Each of the different computing engines has its own architecture, memory subsystem, language for authoring applications, performance capabilities and limitations, algorithmic strengths and weaknesses, and communities of proponents and detractors. Coordinating a single application across all of this diversity is a daunting task.
Auto-Pipe is an application development environment that is designed to support the exploitation of a wide variety of computing engines in the execution of real-world applications. Auto-Pipe includes a coordination language, compiler, simulator, deployment tool, and performance monitor. Application authors compose algorithm kernels into streaming applications and the development environment eases the tasks of specifying the required data communications, debugging the composed application, mapping the kernels to computational resources, understanding the performance implications of the mapping decisions, and deploying the resulting application on the architecturally diverse computer system. Auto-Pipe is being developed as a community resource to enable the middleware and computational science communities to effectively use architecturally diverse computers.

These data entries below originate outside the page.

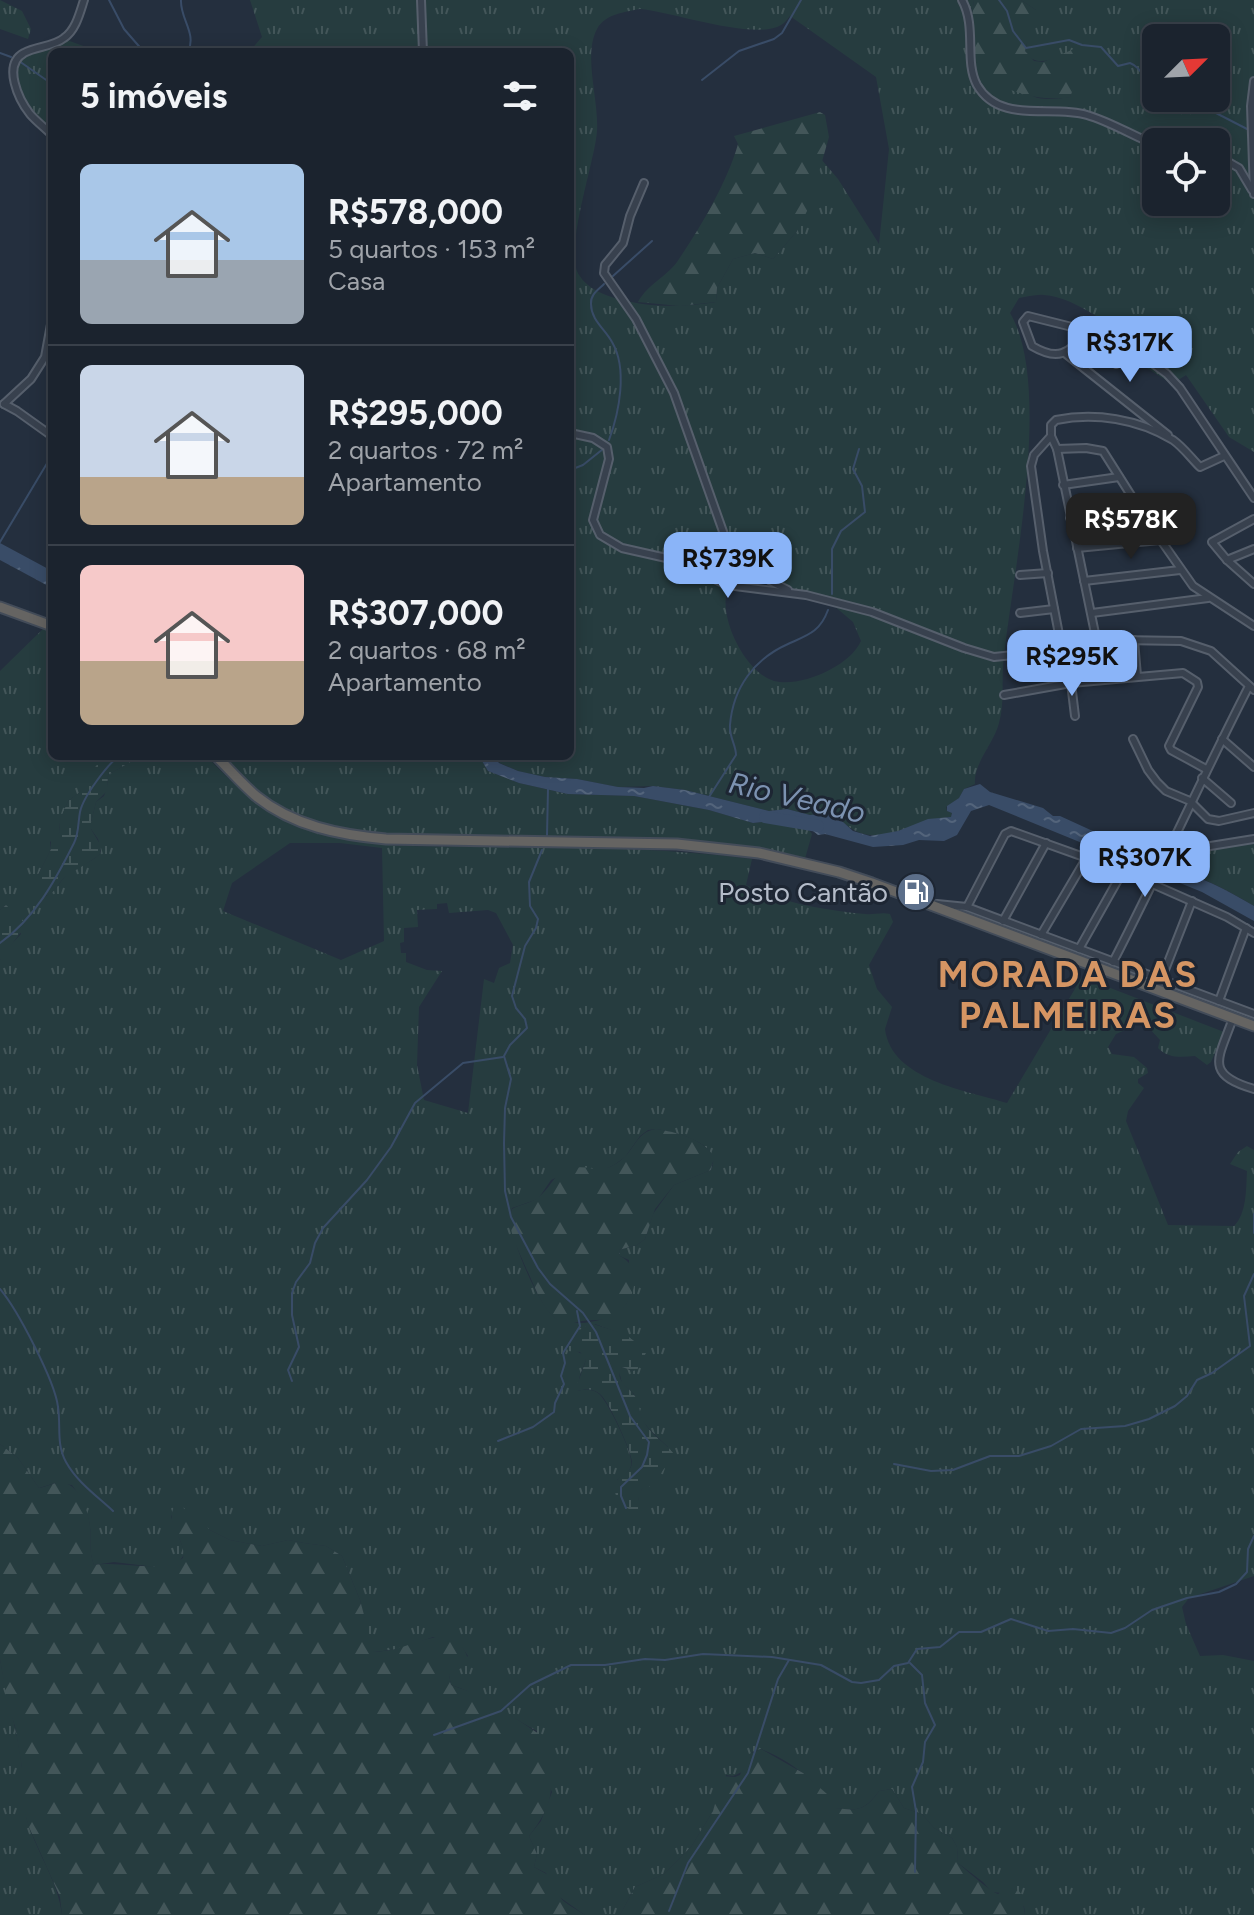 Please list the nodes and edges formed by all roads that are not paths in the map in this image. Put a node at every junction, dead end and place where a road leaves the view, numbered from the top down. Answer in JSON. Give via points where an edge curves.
{"nodes":[{"id":1,"x":84,"y":0,"type":"edge"},
{"id":2,"x":421,"y":0,"type":"edge"},
{"id":3,"x":962,"y":0,"type":"edge"},
{"id":4,"x":423,"y":48,"type":"edge"},
{"id":5,"x":1254,"y":81,"type":"edge"},
{"id":6,"x":48,"y":131,"type":"edge"},
{"id":7,"x":1142,"y":139,"type":"edge"},
{"id":8,"x":1230,"y":163,"type":"edge"},
{"id":9,"x":644,"y":183,"type":"dead end"},
{"id":10,"x":1254,"y":194,"type":"edge"},
{"id":11,"x":1089,"y":331,"type":"junction"},
{"id":12,"x":48,"y":341,"type":"edge"},
{"id":13,"x":1066,"y":354,"type":"junction"},
{"id":14,"x":1136,"y":354,"type":"junction"},
{"id":15,"x":1116,"y":364,"type":"dead end"},
{"id":16,"x":2,"y":404,"type":"edge"},
{"id":17,"x":48,"y":433,"type":"edge"},
{"id":18,"x":574,"y":434,"type":"edge"},
{"id":19,"x":1051,"y":436,"type":"junction"},
{"id":20,"x":1174,"y":440,"type":"junction"},
{"id":21,"x":1057,"y":449,"type":"junction"},
{"id":22,"x":1224,"y":456,"type":"junction"},
{"id":23,"x":1119,"y":477,"type":"junction"},
{"id":24,"x":1063,"y":485,"type":"junction"},
{"id":25,"x":1254,"y":498,"type":"edge"},
{"id":26,"x":1139,"y":507,"type":"junction"},
{"id":27,"x":1070,"y":518,"type":"junction"},
{"id":28,"x":1254,"y":519,"type":"edge"},
{"id":29,"x":1160,"y":540,"type":"junction"},
{"id":30,"x":1077,"y":548,"type":"junction"},
{"id":31,"x":1254,"y":549,"type":"edge"},
{"id":32,"x":1227,"y":560,"type":"junction"},
{"id":33,"x":1180,"y":570,"type":"junction"},
{"id":34,"x":1048,"y":573,"type":"junction"},
{"id":35,"x":1020,"y":575,"type":"dead end"},
{"id":36,"x":1084,"y":581,"type":"junction"},
{"id":37,"x":1254,"y":584,"type":"edge"},
{"id":38,"x":795,"y":594,"type":"junction"},
{"id":39,"x":1208,"y":598,"type":"junction"},
{"id":40,"x":0,"y":607,"type":"edge"},
{"id":41,"x":1054,"y":609,"type":"junction"},
{"id":42,"x":1020,"y":613,"type":"dead end"},
{"id":43,"x":1092,"y":613,"type":"junction"},
{"id":44,"x":48,"y":625,"type":"edge"},
{"id":45,"x":1254,"y":626,"type":"edge"},
{"id":46,"x":1134,"y":640,"type":"junction"},
{"id":47,"x":1097,"y":643,"type":"junction"},
{"id":48,"x":1062,"y":650,"type":"junction"},
{"id":49,"x":1137,"y":676,"type":"junction"},
{"id":50,"x":1071,"y":683,"type":"junction"},
{"id":51,"x":1252,"y":688,"type":"edge"},
{"id":52,"x":1004,"y":695,"type":"dead end"},
{"id":53,"x":1075,"y":716,"type":"dead end"},
{"id":54,"x":1133,"y":739,"type":"dead end"},
{"id":55,"x":1222,"y":739,"type":"junction"},
{"id":56,"x":220,"y":760,"type":"edge"},
{"id":57,"x":1252,"y":763,"type":"edge"},
{"id":58,"x":1206,"y":769,"type":"junction"},
{"id":59,"x":1202,"y":778,"type":"junction"},
{"id":60,"x":1190,"y":801,"type":"junction"},
{"id":61,"x":1231,"y":803,"type":"dead end"},
{"id":62,"x":1254,"y":813,"type":"edge"},
{"id":63,"x":1254,"y":839,"type":"edge"},
{"id":64,"x":1046,"y":843,"type":"junction"},
{"id":65,"x":1167,"y":854,"type":"junction"},
{"id":66,"x":1087,"y":857,"type":"junction"},
{"id":67,"x":1123,"y":871,"type":"junction"},
{"id":68,"x":1154,"y":882,"type":"junction"},
{"id":69,"x":1192,"y":901,"type":"junction"},
{"id":70,"x":929,"y":904,"type":"junction"},
{"id":71,"x":967,"y":907,"type":"junction"},
{"id":72,"x":1003,"y":921,"type":"junction"},
{"id":73,"x":1246,"y":928,"type":"junction"},
{"id":74,"x":1254,"y":933,"type":"edge"},
{"id":75,"x":1041,"y":935,"type":"junction"},
{"id":76,"x":1079,"y":949,"type":"junction"},
{"id":77,"x":1113,"y":962,"type":"junction"},
{"id":78,"x":1161,"y":980,"type":"junction"},
{"id":79,"x":1219,"y":1001,"type":"junction"},
{"id":80,"x":1254,"y":1014,"type":"edge"},
{"id":81,"x":1233,"y":1018,"type":"junction"},
{"id":82,"x":1254,"y":1026,"type":"edge"},
{"id":83,"x":1254,"y":1089,"type":"edge"}],
"edges":[{"from":1,"to":6,"type":"street","via":[[63,39],[16,60],[14,82],[25,105]]},
{"from":2,"to":4,"type":"street"},
{"from":3,"to":7,"type":"street","via":[[971,25],[974,77],[990,98],[1018,110],[1083,113]]},
{"from":5,"to":10,"type":"street"},
{"from":8,"to":10,"type":"street","via":[[1239,168]]},
{"from":9,"to":38,"type":"street","via":[[623,243],[604,273],[636,319],[674,393],[726,540],[756,571]]},
{"from":11,"to":13,"type":"street"},
{"from":11,"to":13,"type":"street","via":[[1025,317],[1032,346]]},
{"from":11,"to":14,"type":"street"},
{"from":12,"to":16,"type":"street","via":[[31,379]]},
{"from":13,"to":20,"type":"street"},
{"from":14,"to":15,"type":"street"},
{"from":14,"to":22,"type":"street","via":[[1173,380]]},
{"from":16,"to":17,"type":"street"},
{"from":18,"to":38,"type":"street","via":[[601,442],[609,453],[593,515],[595,528],[609,542],[675,560],[727,585]]},
{"from":19,"to":20,"type":"street","via":[[1056,420],[1099,417],[1136,424]]},
{"from":19,"to":21,"type":"street"},
{"from":19,"to":34,"type":"street","via":[[1031,461]]},
{"from":20,"to":22,"type":"street","via":[[1200,467]]},
{"from":21,"to":23,"type":"street","via":[[1103,451]]},
{"from":21,"to":24,"type":"street"},
{"from":22,"to":25,"type":"street"},
{"from":23,"to":24,"type":"street"},
{"from":23,"to":26,"type":"street"},
{"from":24,"to":27,"type":"street"},
{"from":26,"to":27,"type":"street"},
{"from":26,"to":29,"type":"street"},
{"from":27,"to":30,"type":"street"},
{"from":28,"to":32,"type":"street","via":[[1214,540]]},
{"from":29,"to":30,"type":"street"},
{"from":29,"to":33,"type":"street"},
{"from":30,"to":36,"type":"street"},
{"from":31,"to":32,"type":"street"},
{"from":32,"to":37,"type":"street"},
{"from":33,"to":36,"type":"street"},
{"from":33,"to":39,"type":"street"},
{"from":34,"to":35,"type":"street"},
{"from":34,"to":41,"type":"street"},
{"from":36,"to":43,"type":"street"},
{"from":38,"to":48,"type":"street","via":[[872,612],[994,657]]},
{"from":39,"to":43,"type":"street"},
{"from":39,"to":45,"type":"street"},
{"from":40,"to":44,"type":"highway"},
{"from":41,"to":42,"type":"street"},
{"from":41,"to":48,"type":"street"},
{"from":43,"to":47,"type":"street"},
{"from":46,"to":47,"type":"street"},
{"from":46,"to":49,"type":"street"},
{"from":46,"to":51,"type":"street","via":[[1170,639],[1206,648]]},
{"from":47,"to":48,"type":"street"},
{"from":49,"to":50,"type":"street"},
{"from":49,"to":58,"type":"street","via":[[1176,671],[1197,682],[1169,746]]},
{"from":50,"to":52,"type":"street"},
{"from":50,"to":53,"type":"street"},
{"from":51,"to":55,"type":"street"},
{"from":54,"to":60,"type":"street","via":[[1157,782]]},
{"from":55,"to":57,"type":"street"},
{"from":55,"to":58,"type":"street"},
{"from":56,"to":70,"type":"highway","via":[[277,809],[343,835],[720,848],[839,872]]},
{"from":58,"to":59,"type":"street"},
{"from":59,"to":60,"type":"street"},
{"from":59,"to":61,"type":"street"},
{"from":60,"to":62,"type":"street","via":[[1215,822]]},
{"from":60,"to":65,"type":"street"},
{"from":63,"to":65,"type":"street"},
{"from":64,"to":66,"type":"street"},
{"from":64,"to":71,"type":"street","via":[[1011,831],[1005,834]]},
{"from":64,"to":72,"type":"street"},
{"from":65,"to":68,"type":"street"},
{"from":66,"to":67,"type":"street"},
{"from":66,"to":75,"type":"street"},
{"from":67,"to":68,"type":"street"},
{"from":67,"to":76,"type":"street"},
{"from":68,"to":69,"type":"street"},
{"from":68,"to":77,"type":"street"},
{"from":69,"to":73,"type":"street"},
{"from":69,"to":78,"type":"street"},
{"from":70,"to":71,"type":"street"},
{"from":70,"to":81,"type":"highway"},
{"from":71,"to":72,"type":"street"},
{"from":72,"to":75,"type":"street"},
{"from":73,"to":74,"type":"street"},
{"from":73,"to":79,"type":"street"},
{"from":75,"to":76,"type":"street"},
{"from":76,"to":77,"type":"street"},
{"from":77,"to":78,"type":"street"},
{"from":78,"to":79,"type":"street"},
{"from":79,"to":80,"type":"street"},
{"from":81,"to":82,"type":"highway"},
{"from":81,"to":83,"type":"street","via":[[1219,1068],[1232,1082]]}]} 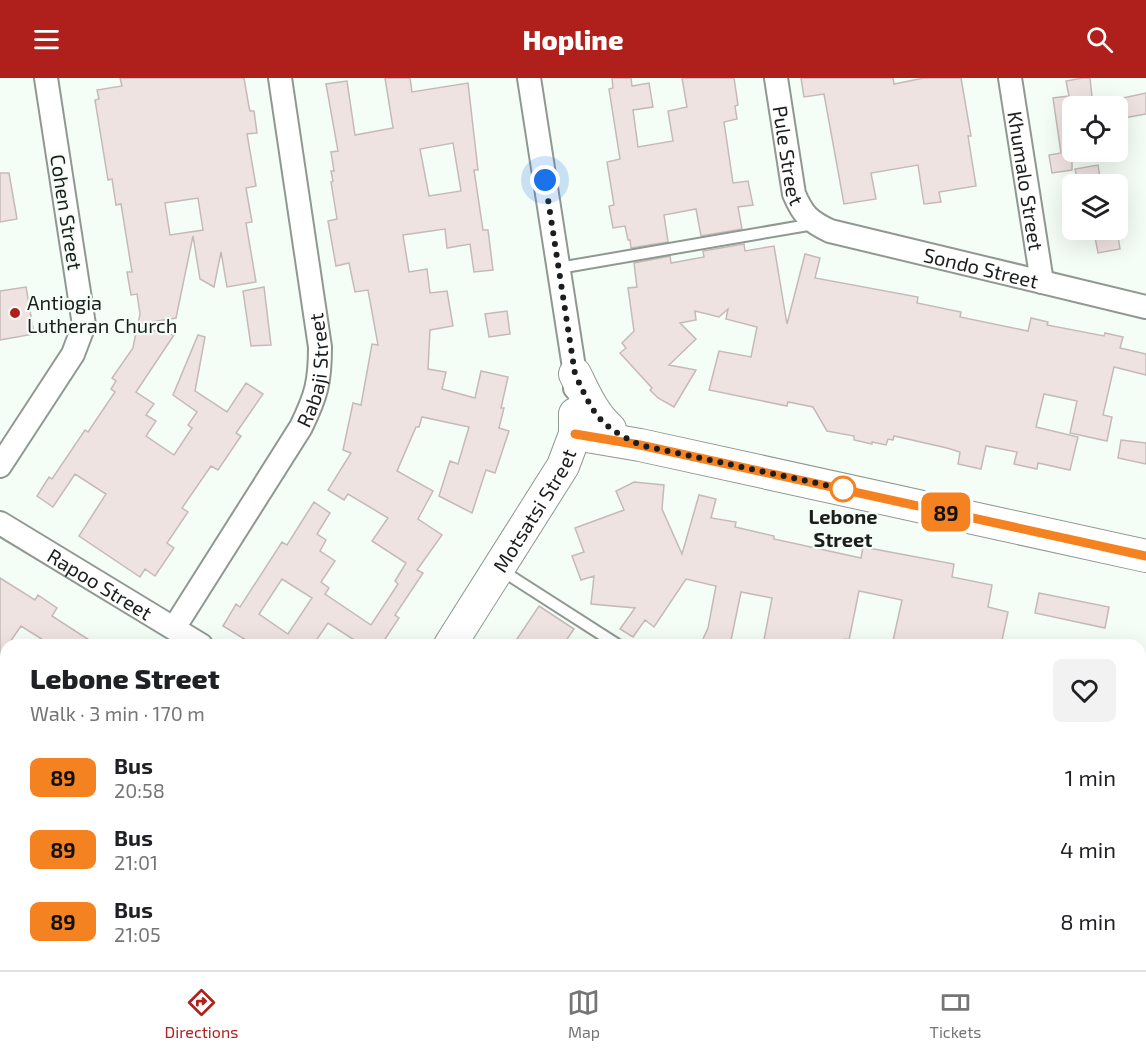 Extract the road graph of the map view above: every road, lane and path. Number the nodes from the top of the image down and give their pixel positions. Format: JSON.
{"nodes":[{"id":1,"x":46,"y":78,"type":"edge"},
{"id":2,"x":280,"y":78,"type":"edge"},
{"id":3,"x":529,"y":78,"type":"edge"},
{"id":4,"x":776,"y":78,"type":"edge"},
{"id":5,"x":1010,"y":78,"type":"edge"},
{"id":6,"x":815,"y":224,"type":"junction"},
{"id":7,"x":559,"y":268,"type":"junction"},
{"id":8,"x":1042,"y":282,"type":"junction"},
{"id":9,"x":1146,"y":307,"type":"edge"},
{"id":10,"x":575,"y":374,"type":"junction"},
{"id":11,"x":575,"y":424,"type":"junction"},
{"id":12,"x":640,"y":445,"type":"junction"},
{"id":13,"x":0,"y":466,"type":"edge"},
{"id":14,"x":551,"y":488,"type":"junction"},
{"id":15,"x":0,"y":523,"type":"edge"},
{"id":16,"x":1146,"y":556,"type":"edge"},
{"id":17,"x":499,"y":568,"type":"junction"},
{"id":18,"x":174,"y":628,"type":"junction"},
{"id":19,"x":191,"y":639,"type":"edge"},
{"id":20,"x":454,"y":639,"type":"edge"},
{"id":21,"x":609,"y":639,"type":"edge"}],
"edges":[{"from":1,"to":13,"type":"street","name":"Cohen Street"},
{"from":2,"to":18,"type":"street","name":"Rabaji Street"},
{"from":3,"to":7,"type":"street","name":"Motsatsi Street"},
{"from":4,"to":6,"type":"street","name":"Pule Street"},
{"from":5,"to":8,"type":"street","name":"Khumalo Street"},
{"from":6,"to":7,"type":"lane"},
{"from":6,"to":8,"type":"street","name":"Sondo Street"},
{"from":7,"to":10,"type":"street","name":"Motsatsi Street"},
{"from":8,"to":9,"type":"street","name":"Sondo Street"},
{"from":10,"to":11,"type":"street","name":"Motsatsi Street"},
{"from":10,"to":12,"type":"street"},
{"from":11,"to":12,"type":"street"},
{"from":11,"to":14,"type":"street","name":"Motsatsi Street"},
{"from":12,"to":14,"type":"street"},
{"from":12,"to":16,"type":"street"},
{"from":14,"to":17,"type":"street","name":"Motsatsi Street"},
{"from":15,"to":18,"type":"street","name":"Rapoo Street"},
{"from":17,"to":20,"type":"street","name":"Motsatsi Street"},
{"from":17,"to":21,"type":"lane"},
{"from":18,"to":19,"type":"street","name":"Rapoo Street"}]} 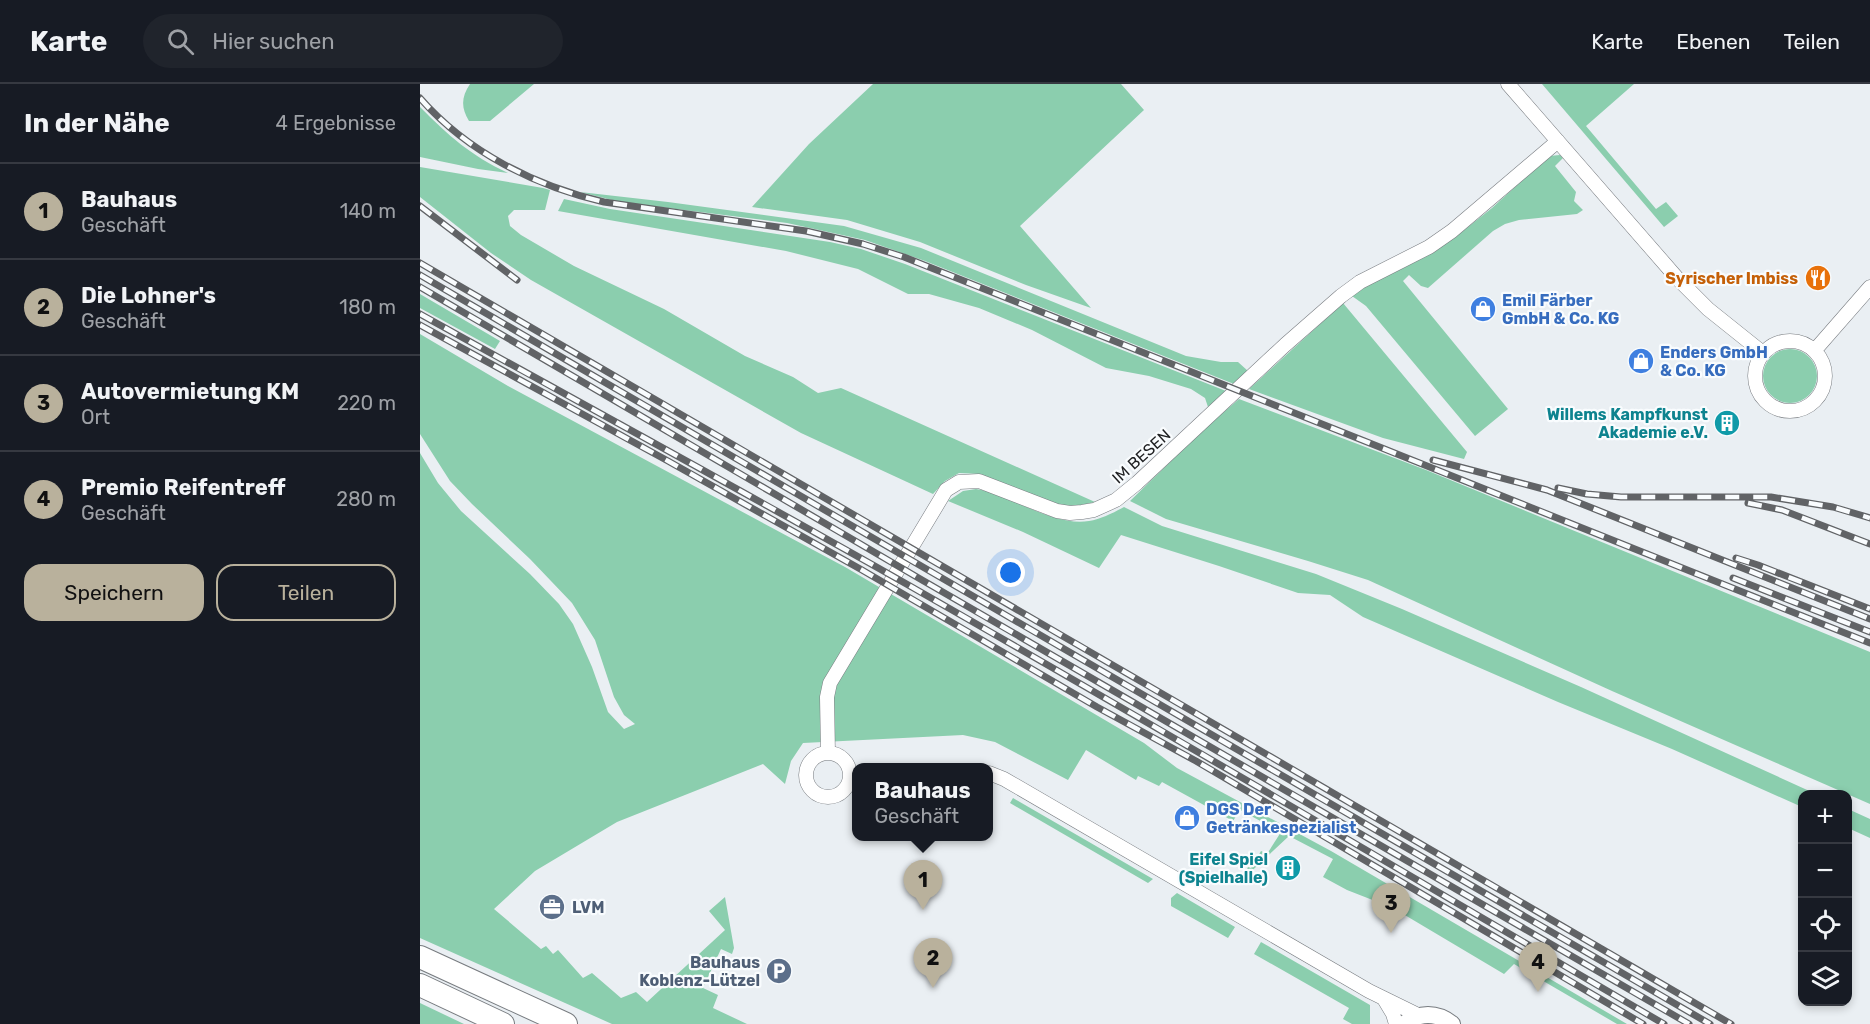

Architecturally diverse computers are those in which a variety of distinct computing engines are present and can operate cooperatively in a system. Examples include chip multiprocessors, reconfigurable logic, and graphics engines. Auto-Pipe is an application development environment that is designed to support the exploitation of a wide variety of computing engines in the execution of real-world applications. Auto-Pipe is being developed as a community resource to enable the computational science community to effectively use architecturally diverse systems. During the period of the grant, we have accomplished a number of goals. First, we have applied the Auto-Pipe application development environment to the design and implementation of a large, real-world application, the input data processing for a high-energy gamma ray telescope. Second, we have completed our first design of an application that includes graphics engines as one of the computational resources, a Monte Carlo simulation of value at risk for computational finance. We believe this to be a world's first, an application that effectively exploits all three computational resources: multicore processors, reconfigurable logic, and a graphics engine. Third, we have commenced the development of a block library to promote code reuse in the Auto-Pipe environment. Fourth, we have constructed a low-impact performance monitor that measures streaming application performance in reconfigurable logic. Fifth, we have shown necessary and sufficient conditions for deadlock to occur in filtering applications and have proposed three provably correct algorithms for deadlock avoidance. Sixth, we have developed an analytic performance model that describes computation kernels on graphics engines when they are memory bound.